Among those who have been “incubated” at Teamwork Dance are Sean Mahoney (now with Paul Taylor Dance Company), Erin Mahoney (now with Washington Ballet and the Suzanne Farrell Project), and Tim Acito, (formerly with Momix and currently writing and composing for Broadway).
Spin forward to today, and Robertson is the director of Princeton Ballet School. She and Byrne have grown children, each of whom has a daughter who dances. Though Teamwork was inactive, Robertson continued to choreograph for the Opera Festival of New Jersey. Now she is reviving Teamwork at a time when the entire modern dance scene, which had dwindled in the 1990s, has been invigorated by a fresh crop of newcomers who claimed the Yvonne Theater at Rider University as their stage.
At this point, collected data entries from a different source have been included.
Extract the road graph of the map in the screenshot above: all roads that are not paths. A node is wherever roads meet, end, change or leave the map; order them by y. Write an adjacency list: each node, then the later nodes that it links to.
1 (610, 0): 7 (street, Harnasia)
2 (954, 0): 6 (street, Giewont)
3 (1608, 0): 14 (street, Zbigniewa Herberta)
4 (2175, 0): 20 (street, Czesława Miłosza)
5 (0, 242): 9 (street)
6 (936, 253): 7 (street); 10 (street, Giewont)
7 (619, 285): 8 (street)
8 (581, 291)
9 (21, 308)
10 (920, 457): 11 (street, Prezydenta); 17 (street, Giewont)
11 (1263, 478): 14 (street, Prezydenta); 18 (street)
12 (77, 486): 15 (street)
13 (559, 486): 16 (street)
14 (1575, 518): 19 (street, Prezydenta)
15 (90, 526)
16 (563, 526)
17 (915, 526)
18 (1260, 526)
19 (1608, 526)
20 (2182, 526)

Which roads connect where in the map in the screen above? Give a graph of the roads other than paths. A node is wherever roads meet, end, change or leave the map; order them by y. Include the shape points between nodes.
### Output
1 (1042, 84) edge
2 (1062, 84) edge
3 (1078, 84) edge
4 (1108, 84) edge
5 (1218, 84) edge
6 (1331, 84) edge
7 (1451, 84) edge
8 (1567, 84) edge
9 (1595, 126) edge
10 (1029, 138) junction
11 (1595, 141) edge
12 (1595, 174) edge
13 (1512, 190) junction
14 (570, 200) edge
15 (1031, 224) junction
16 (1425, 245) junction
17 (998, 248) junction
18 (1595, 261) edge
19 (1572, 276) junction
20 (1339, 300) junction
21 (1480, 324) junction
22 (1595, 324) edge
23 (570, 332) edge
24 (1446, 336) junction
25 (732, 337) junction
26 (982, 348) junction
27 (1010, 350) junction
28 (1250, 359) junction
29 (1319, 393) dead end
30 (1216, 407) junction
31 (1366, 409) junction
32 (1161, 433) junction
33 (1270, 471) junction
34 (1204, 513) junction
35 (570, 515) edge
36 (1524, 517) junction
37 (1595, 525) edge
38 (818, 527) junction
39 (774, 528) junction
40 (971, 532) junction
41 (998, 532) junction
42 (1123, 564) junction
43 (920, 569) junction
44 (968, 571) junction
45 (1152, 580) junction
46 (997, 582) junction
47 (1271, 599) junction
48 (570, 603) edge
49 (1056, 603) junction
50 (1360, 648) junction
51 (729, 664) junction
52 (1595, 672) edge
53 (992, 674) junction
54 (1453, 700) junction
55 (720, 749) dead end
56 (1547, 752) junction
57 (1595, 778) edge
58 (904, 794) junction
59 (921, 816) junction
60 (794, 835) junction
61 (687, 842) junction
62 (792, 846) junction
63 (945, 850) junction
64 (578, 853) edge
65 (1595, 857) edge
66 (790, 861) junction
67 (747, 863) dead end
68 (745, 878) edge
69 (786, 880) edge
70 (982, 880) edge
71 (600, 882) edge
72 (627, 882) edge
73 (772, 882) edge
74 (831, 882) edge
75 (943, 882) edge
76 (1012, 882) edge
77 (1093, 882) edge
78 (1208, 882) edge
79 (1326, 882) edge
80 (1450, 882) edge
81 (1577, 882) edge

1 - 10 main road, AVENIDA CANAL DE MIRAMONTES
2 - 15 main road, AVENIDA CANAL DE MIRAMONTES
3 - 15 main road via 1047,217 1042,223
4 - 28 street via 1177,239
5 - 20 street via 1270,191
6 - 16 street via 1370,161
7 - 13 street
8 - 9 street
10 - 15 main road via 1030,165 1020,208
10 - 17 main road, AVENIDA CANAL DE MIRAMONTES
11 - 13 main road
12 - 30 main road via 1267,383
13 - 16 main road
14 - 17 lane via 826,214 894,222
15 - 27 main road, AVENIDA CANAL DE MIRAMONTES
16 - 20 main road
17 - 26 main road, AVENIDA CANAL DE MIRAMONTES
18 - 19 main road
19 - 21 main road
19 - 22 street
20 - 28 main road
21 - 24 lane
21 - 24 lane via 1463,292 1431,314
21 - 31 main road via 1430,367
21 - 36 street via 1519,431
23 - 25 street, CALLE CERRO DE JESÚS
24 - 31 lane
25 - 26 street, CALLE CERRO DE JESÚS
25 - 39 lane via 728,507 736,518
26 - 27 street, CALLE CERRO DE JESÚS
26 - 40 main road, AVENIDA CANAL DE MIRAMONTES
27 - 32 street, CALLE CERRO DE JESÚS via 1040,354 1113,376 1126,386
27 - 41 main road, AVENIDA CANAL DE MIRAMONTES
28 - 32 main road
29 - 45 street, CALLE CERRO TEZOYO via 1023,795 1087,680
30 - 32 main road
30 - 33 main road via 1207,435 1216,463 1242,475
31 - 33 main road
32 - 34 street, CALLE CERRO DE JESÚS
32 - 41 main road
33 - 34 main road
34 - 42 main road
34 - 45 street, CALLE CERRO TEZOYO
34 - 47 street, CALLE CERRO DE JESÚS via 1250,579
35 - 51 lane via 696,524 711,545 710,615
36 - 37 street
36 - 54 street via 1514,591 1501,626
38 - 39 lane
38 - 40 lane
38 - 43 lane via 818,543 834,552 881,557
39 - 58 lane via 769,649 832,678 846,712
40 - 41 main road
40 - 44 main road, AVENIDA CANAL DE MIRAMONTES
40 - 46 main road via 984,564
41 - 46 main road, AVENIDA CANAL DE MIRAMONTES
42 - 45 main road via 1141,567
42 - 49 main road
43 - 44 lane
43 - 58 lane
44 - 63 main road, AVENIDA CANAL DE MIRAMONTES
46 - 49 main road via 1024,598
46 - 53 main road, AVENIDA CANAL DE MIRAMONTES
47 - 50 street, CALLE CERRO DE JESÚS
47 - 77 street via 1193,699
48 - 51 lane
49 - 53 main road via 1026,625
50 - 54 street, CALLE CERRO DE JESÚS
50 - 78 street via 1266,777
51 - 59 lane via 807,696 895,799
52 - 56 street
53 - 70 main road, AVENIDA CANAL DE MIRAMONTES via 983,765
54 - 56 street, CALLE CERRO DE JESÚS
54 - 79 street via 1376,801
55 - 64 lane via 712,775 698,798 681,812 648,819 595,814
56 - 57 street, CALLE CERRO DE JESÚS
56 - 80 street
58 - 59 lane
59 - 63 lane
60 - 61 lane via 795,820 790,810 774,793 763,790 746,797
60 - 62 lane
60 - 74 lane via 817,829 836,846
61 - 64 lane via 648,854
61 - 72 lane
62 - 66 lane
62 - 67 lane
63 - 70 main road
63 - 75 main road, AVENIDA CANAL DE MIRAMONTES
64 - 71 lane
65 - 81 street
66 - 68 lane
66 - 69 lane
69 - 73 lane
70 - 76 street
And Teamwork Dance, after a long hiatus, will perform again.
Robertson will be joined by three other choreographers in an evening of new choreography to live music on Friday, June 23, at the Yvonne Theater at Rider.
Two decades later Robertson did not need to start from scratch to train her male dancers. Far from it. For instance, Douglas Martin and his wife, Mary Barton, both former Joffrey Ballet principal dancers who retired from the American Repertory Ballet, will be featured. “Not only have we spent a lot of time together as colleagues, but I have choreographed for them before, in the Opera Festival of New Jersey,” says Robertson.
Barton will present her solo, “Minuet,” and a new duet set to Chopin. Helena Froehlich will return from Boston to perform a solo to a Purcell score and two duets, one to a Bach suite for unaccompanied cello to be played by Eva Kuhn. Byrne, who directs the Mercer Dance Ensemble, will contribute, from her most recent concert, “Rapt,” featuring Barton and Darby Wilde.
As for Robertson’s newest dance, like “Field and Stream” it can be described as a “humorous pastorale.” Called “A Day in the Country,” it is set to sections of Haydn’s “The Seasons,” with Jonathan Benjamin accompanying singers from Westminster Choir College. In a case of the wheel coming full circle, the troupe will include Emily Byrne, one of the “dancing daughters.”
An Evening of Dance, Friday, June 23, 8 p.m. Teamwork Dance, Yvonne Theater, Rider College, $25, available only at the door; $15 students. 609-896-5303.